There is a question of trust infrastructure. The trust infrastructure is not considered in the Google Documents or in the paper draft by Kissner and Laurie. The XMPP specification (RFC 3920) also pushes the trust infrastructure outside of the specification scope. I can feel that TLS/X.509/DNS combination is somehow (almost silently) assumed. But for Wave to be used as an ubiquitous system, such infrastructure must exists and be universally available. Will CAs offer Wave (XMPP) certificates? What CAs will Google accept? Cannot that lead to monopolization? How much will such certificate cost? Will not that be kind of a ransom that a site must pay to be able to participate?
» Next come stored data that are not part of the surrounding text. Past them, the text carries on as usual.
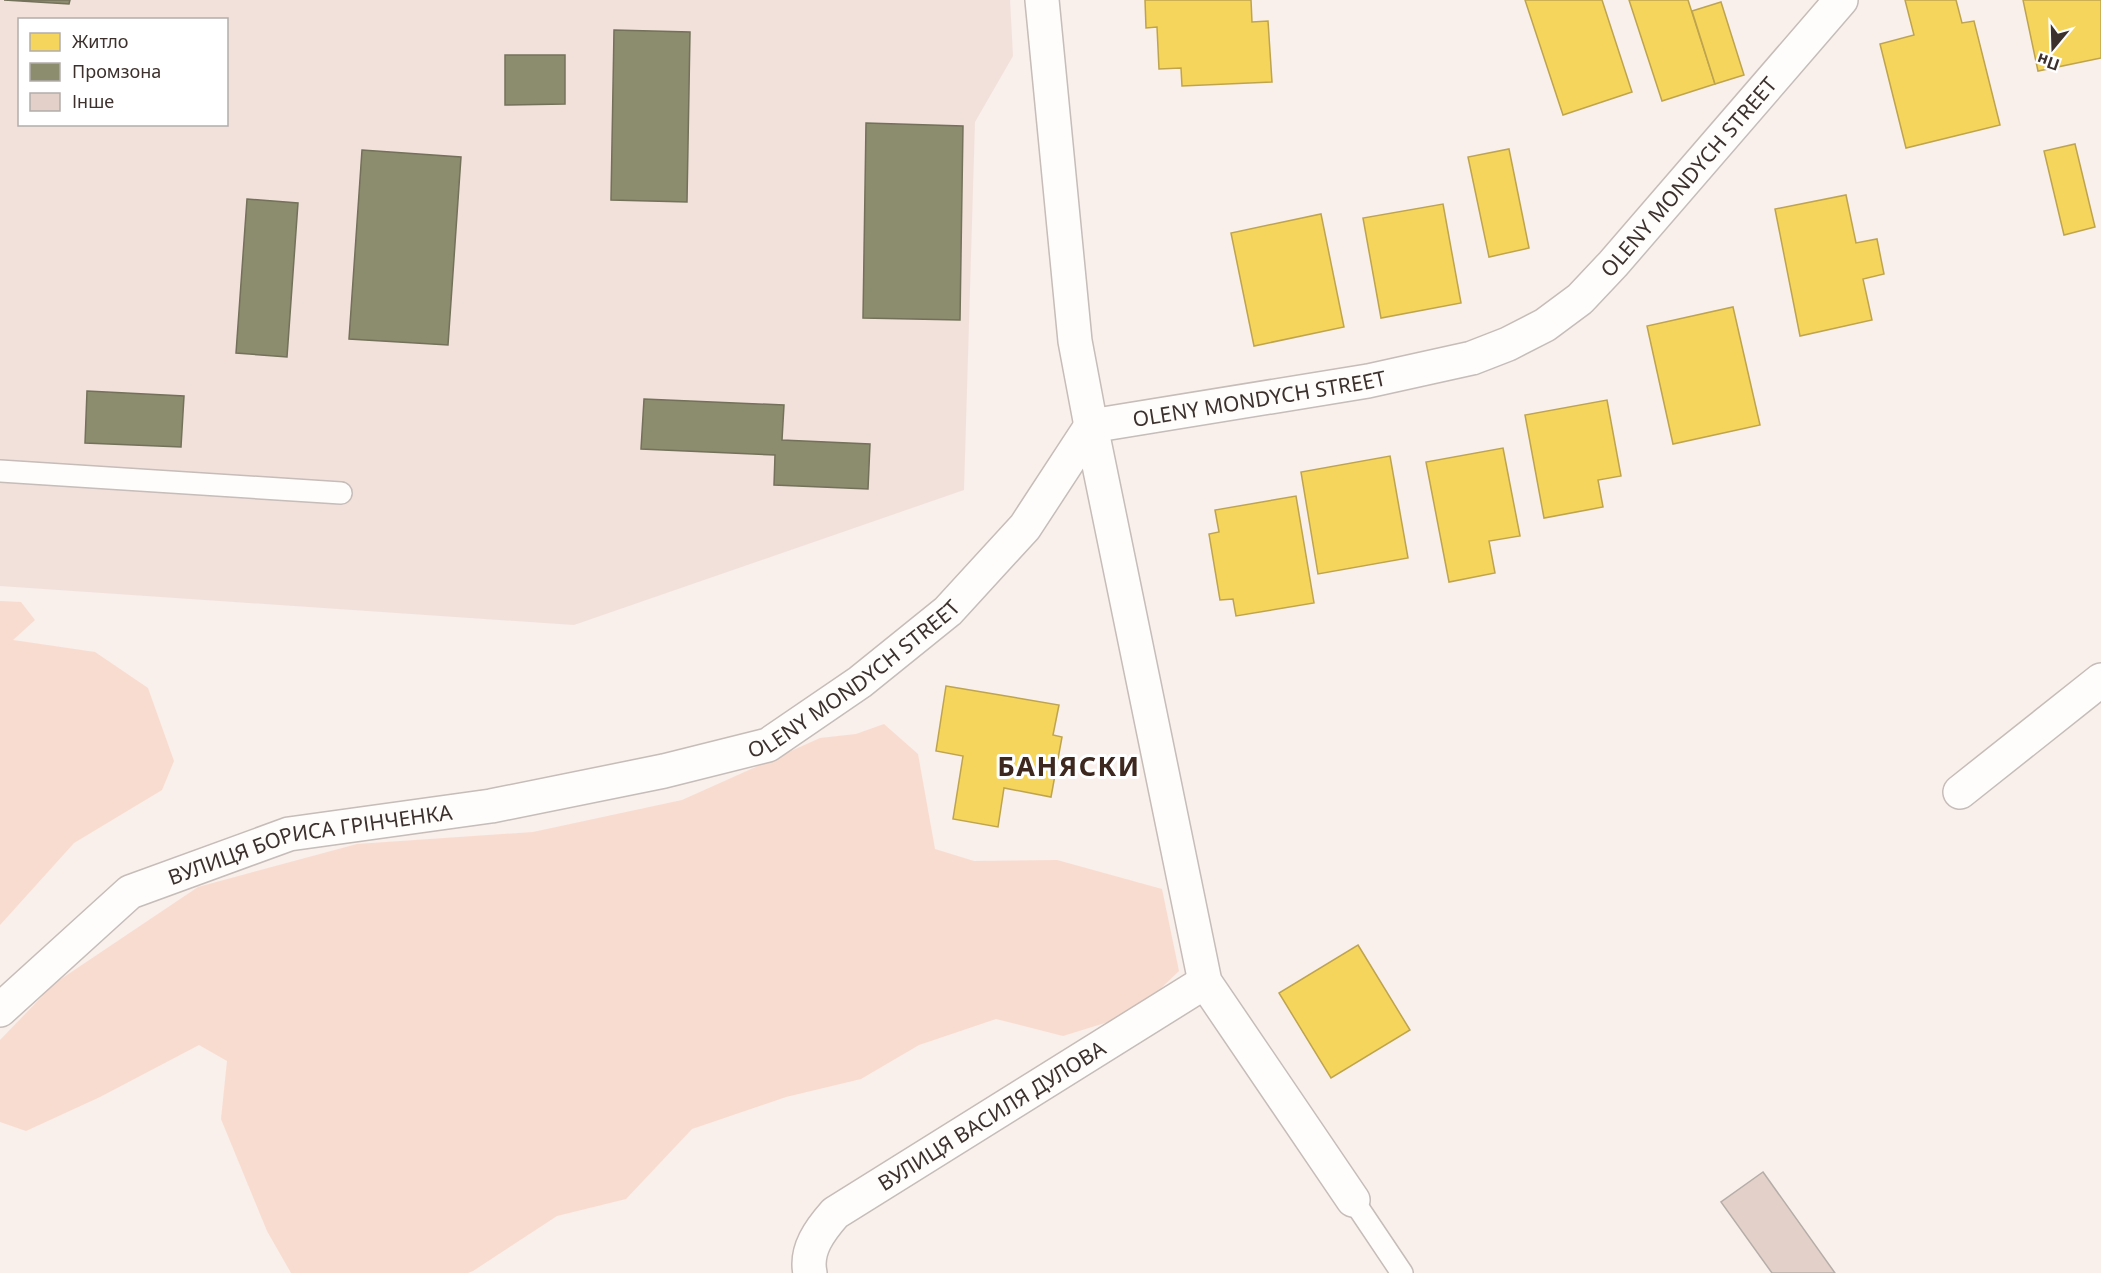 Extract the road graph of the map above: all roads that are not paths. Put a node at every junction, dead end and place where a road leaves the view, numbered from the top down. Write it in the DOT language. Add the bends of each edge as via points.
graph roads {
  1 [pos="1042,0"];
  2 [pos="1841,0"];
  3 [pos="1091,426"];
  4 [pos="0,471"];
  5 [pos="341,493"];
  6 [pos="2101,680"];
  7 [pos="664,771"];
  8 [pos="1960,792"];
  9 [pos="1205,982"];
  10 [pos="0,1010"];
  11 [pos="1353,1200"];
  12 [pos="810,1273"];
  13 [pos="1402,1273"];
  1 -- 3 [label="street" via="1075,341"];
  2 -- 3 [label="street, OLENY MONDYCH STREET" via="1613,264 1580,298 1545,325 1472,358 1368,381"];
  3 -- 7 [label="street, OLENY MONDYCH STREET" via="1025,527 948,611 860,682 768,745"];
  3 -- 9 [label="street"];
  4 -- 5 [label="lane"];
  6 -- 8 [label="street"];
  7 -- 10 [label="street, ВУЛИЦЯ БОРИСА ГРІНЧЕНКА" via="491,807 289,834 130,892"];
  9 -- 11 [label="street"];
  9 -- 12 [label="street, ВУЛИЦЯ ВАСИЛЯ ДУЛОВА" via="835,1213 811,1247"];
  11 -- 13 [label="lane"];
} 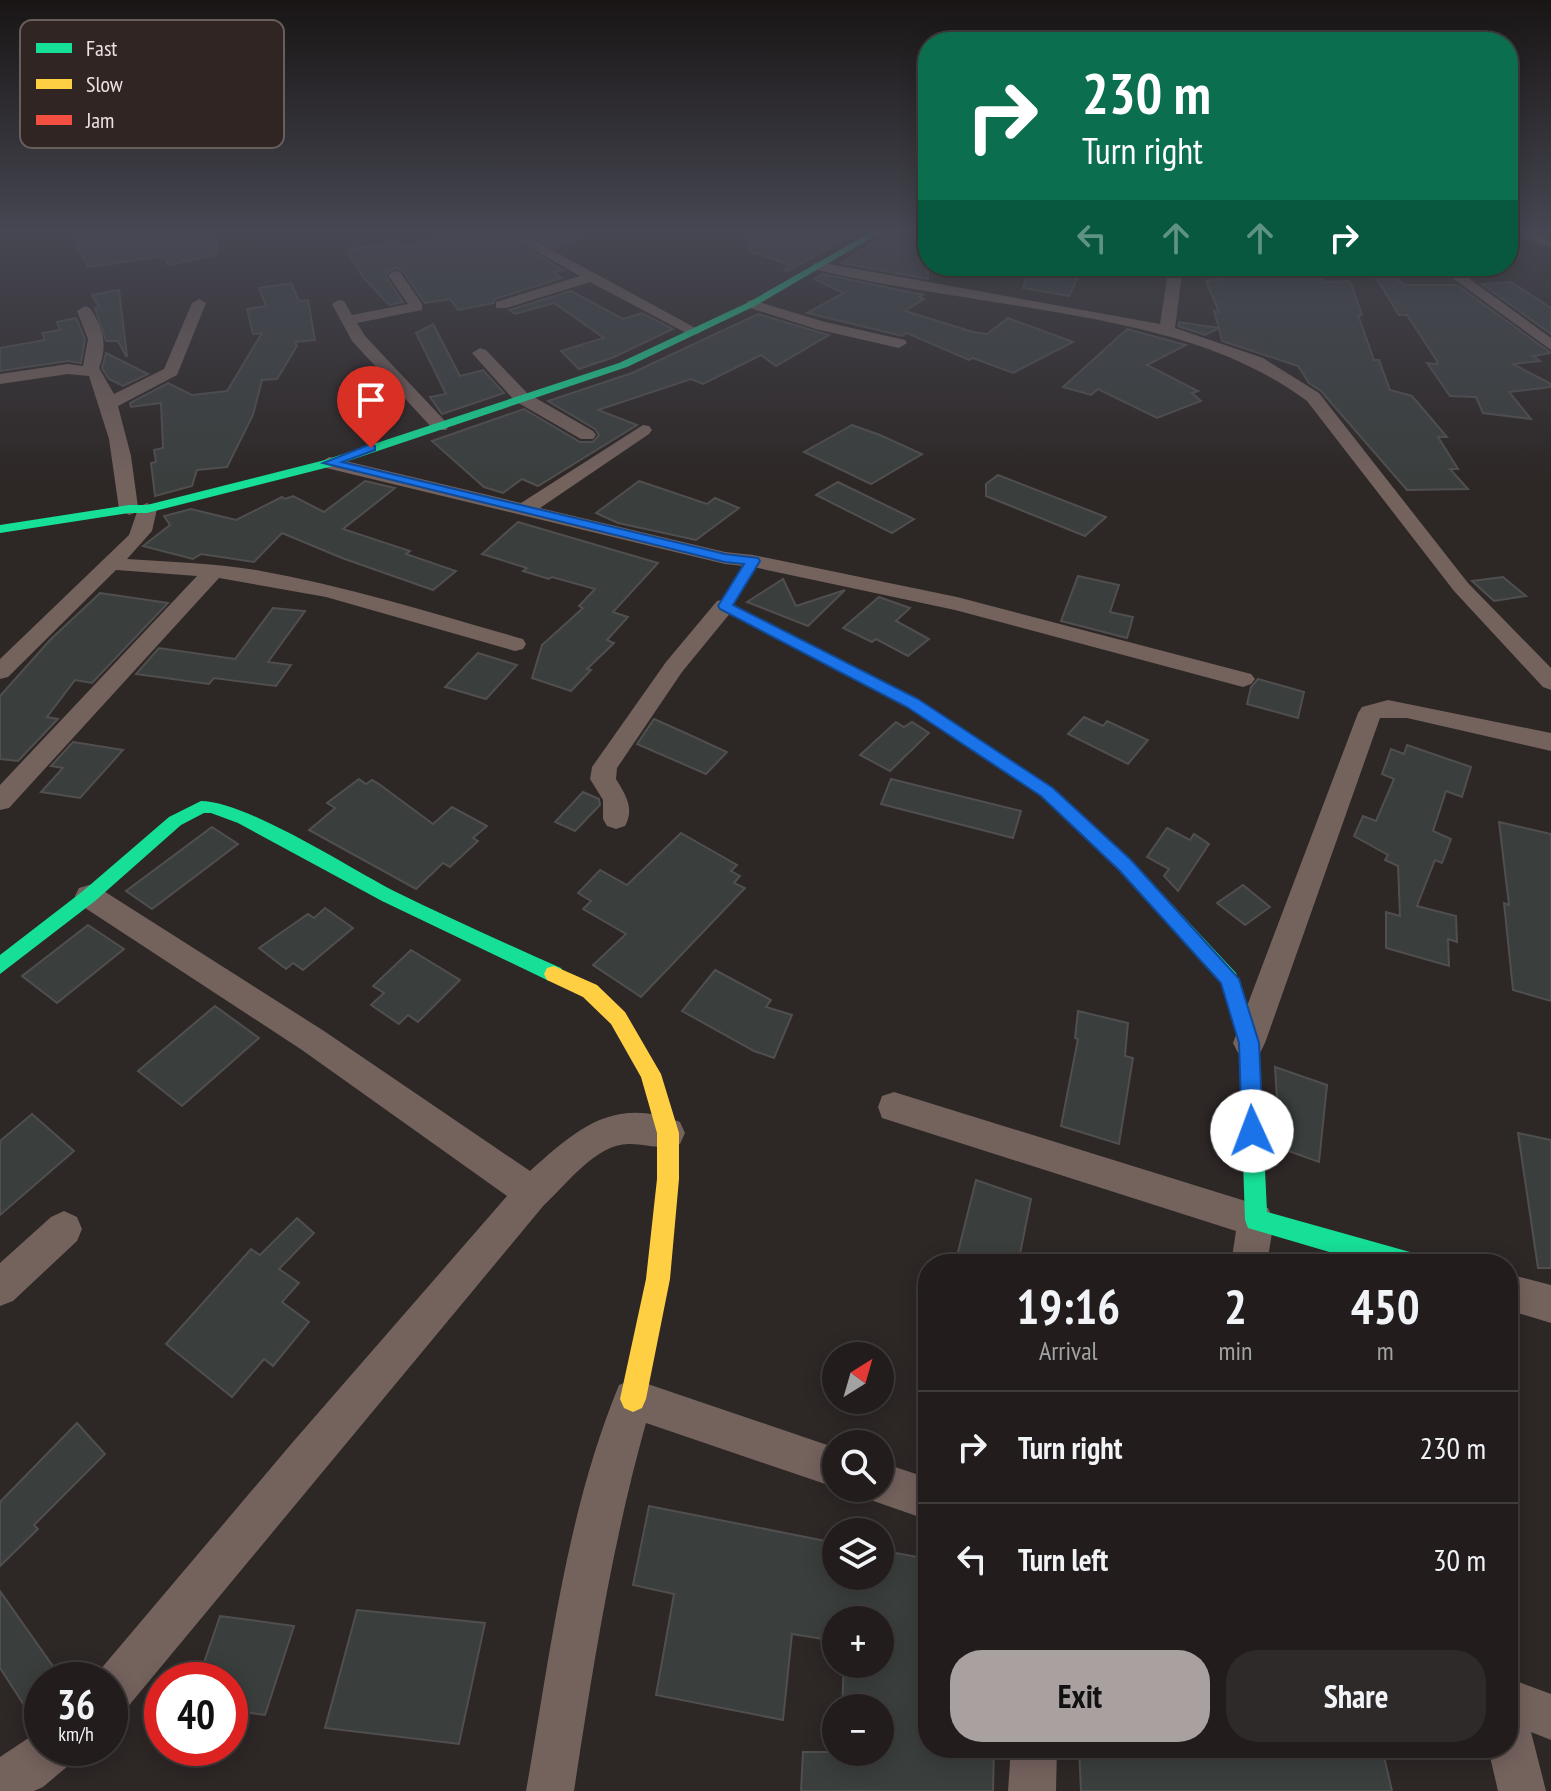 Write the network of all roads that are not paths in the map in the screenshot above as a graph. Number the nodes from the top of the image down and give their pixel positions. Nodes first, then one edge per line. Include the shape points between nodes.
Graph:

Wave is changing paradigms. People can no longer take back what is released. Even if someone deletes part of the document, the deleted part can be seen in playback. While this "permanent memory" was there almost since the beginning of the Internet, it was never before real-time. How could we take back an information from a Wave? Imagine you have misplaced your password to the wave instead of password input box. It will always be visible. OK, I could change my password, but what about unfortunate copy&paste event with a credit card number?

But the worst architectural deficiencies of Google Wave go even deeper: Wave is not aligned with WWW architecture and the specific nature of user identities is not considered.

Let's for a while abstract from all the deficiencies of WWW architecture itself and let's agree that, for better or worse, the WWW architecture is still useful. According the the WWW architecture agents should provide URIs as identifiers for resources. Waves, wavelets, blips and documents can definitely be regarded as resources, however Wave architecture does not assign URIs to them. Wave specification uses QNames (XML namespaces) a lot, however it does not provide QName to URI mapping as it should. Some problems of Wave architecture are caused by XMPP, such as violation of URI opacity and URI reuse. The very nature of Wave goes against REST. REST assumes stateless interactions, while Wave is inherently stateful. I don't blame Wave for all those problems. WWW architecture, XMPP and REST can be guilty as well (as they are). But I would expect discussion of these problems in the Wave architectural description and reasoning behind the decision that were taken while designing Wave.

Wave does very little to consider user identities. The demo seems to use only a simple drag&drop from contact list. But how will these contact lists get constructed and maintained? All the documents seem to assume that the use of email-like identifier for users. Will this be global? With all the unfortunate consequences? Could Wave avoid linking user activities at different sites? Does it support pseudonyms, pair-wise identifiers, user privacy controls, anonymous groups, or anything that can support user control over their personal data? How does Wave plans to defend against spam and phishing? Or do they expect that this will not apply to Wave? That would be really naïve.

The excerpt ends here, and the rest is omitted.